I think some forget we paid for BT's infrastructure via taxes already. Now they want to upgrade that, we have to pay again >< via taxes..

All this "upto" 100mbs is nonsense, we all know what that means in real terms. Unless they put fibre to the doorstep it's going to become redundant tech very fast. In 10-20 years time it will be foolish to have to dig up places and lay new fibre everywhere.
 
Hint: they're wiring the cabinets so they can shove it down the pipe your phone line uses in 5 years time.
 
not that i know a lot of things but the government took over the roll out in sweden as most people have 100mb to home? up and down? or at the very least 10mb up down?

anyone explain?

also there are a lot of far poorer countries like lithuania? with better internet that us?

IIRC a lot of the countries (especially poorer ones) that are now approaching/beating the speeds we can get (nationally*), have basically bypassed about 70 years of infrastructure, and gone straight from little or no infrastructure, to infrastructure intended from the outset to deal with modern needs (as opposed to it being intended for basic voice, then fax).
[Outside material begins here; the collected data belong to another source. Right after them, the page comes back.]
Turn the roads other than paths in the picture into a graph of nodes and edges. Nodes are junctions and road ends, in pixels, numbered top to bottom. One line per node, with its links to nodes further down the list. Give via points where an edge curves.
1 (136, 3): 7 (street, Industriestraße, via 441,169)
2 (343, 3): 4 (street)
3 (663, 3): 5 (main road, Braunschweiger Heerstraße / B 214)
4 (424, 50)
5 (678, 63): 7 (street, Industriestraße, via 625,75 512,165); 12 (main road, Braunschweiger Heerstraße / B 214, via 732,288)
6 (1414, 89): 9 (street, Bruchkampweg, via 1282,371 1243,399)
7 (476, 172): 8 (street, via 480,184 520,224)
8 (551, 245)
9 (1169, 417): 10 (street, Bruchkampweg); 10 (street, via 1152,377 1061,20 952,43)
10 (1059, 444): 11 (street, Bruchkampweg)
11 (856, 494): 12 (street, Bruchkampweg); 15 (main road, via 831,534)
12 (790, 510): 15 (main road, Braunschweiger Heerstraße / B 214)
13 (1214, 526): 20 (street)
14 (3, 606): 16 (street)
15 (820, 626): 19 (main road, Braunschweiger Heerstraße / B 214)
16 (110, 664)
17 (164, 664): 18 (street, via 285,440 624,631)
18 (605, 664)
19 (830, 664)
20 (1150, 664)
If you're putting down the basis of a phone/comms system for the first time it make sense to do the best you can (the extra cost is relatively small if done during the initial setup), the cost of doing it later can be almost as much as starting from scratch.
We're at least partly at a disadvantage in that we've got a working system already in place, so there isn't a pressing need to replace everything (some councils for example make it very hard/expensive to dig up the roads/streets unless something goes wrong).
Just think of the complaints when NTL were digging up the roads, or when the Gas/Electricity/Water boards dig up the roads ;)
If you don't have the service already, that inconvenience doesn't get anything like the complaints/opposition.


It's good to hear that BT are going to fibre up more houses than the initial bunch, although I suspect the ones they will be doing will be those where it's easiest/cheapest and will likely get them the best return for the money (not something anyone can really fault a private company for doing).


Caged, VM's network may still be copper for the last mile, but it's very different copper to the stuff used for phone lines, and largely in ducting already, so it's much better placed for high speeds to begin with, and probably considerably easier to replace with fibre when the time comes (assuming the ducting isn't damaged), not to mention they also have the option of many more powered local cabinets (so often the last mile is potentially much less than that).


*It is worth noting that a lot of countries that have higher "headline" speeds than we do, either don't have them nationally or possibly even a lower national average (it depends on how you compare the speeds, by what is available on average, in a single major city, or cities and towns).
 
You act like BTs stuff is just thrown into the ground :p I know the difference between co-ax and twisted pair and that the cable line length is reduced by a lot because of the cabinets. I was responding to the post which seemed to think that BT were the only people left using copper conductors.
 
http://www.thinkbroadband.com/news/4067-openreach-fttc-upstream-speed-increase.html
This seems to suggest openreach will be renting the fibre lines out at £88 a year.
Also this reveals that fttc products will be 40 down 10 up.
Also for fttp products the rent varies from £175 to £255 a year.

http://www.thinkbroadband.com/news/...es-more-price-information-for-fttp-pilot.html
So looks like other ISPs will be able to take advantage of this as mentioned by the thinkbroadband article in the second link.
Would be interesting to compare to ADSL2+ rental charges and find the premium for fibre.
It's about £14 per year at the moment for a standard line from BT OpenReach to BT Wholesale. So a copper line has to be 'without fault' for 5 years or more to turn a profit for OpenReach. This price is set by Ofcom.
Then BT Wholesale sells it on for about £82 per year to LLU providers. This is rising to about £91 per year in 2010.

We're talking a price difference from about £7.50~ per month to £14 - £21 for FTTP in that case. That's a pretty healthy profit margin :]
These prices are not set nor regulated by Ofcom, on top of the subsidies it is receiving, it finally decided to pull it's finger out and start laying fibre.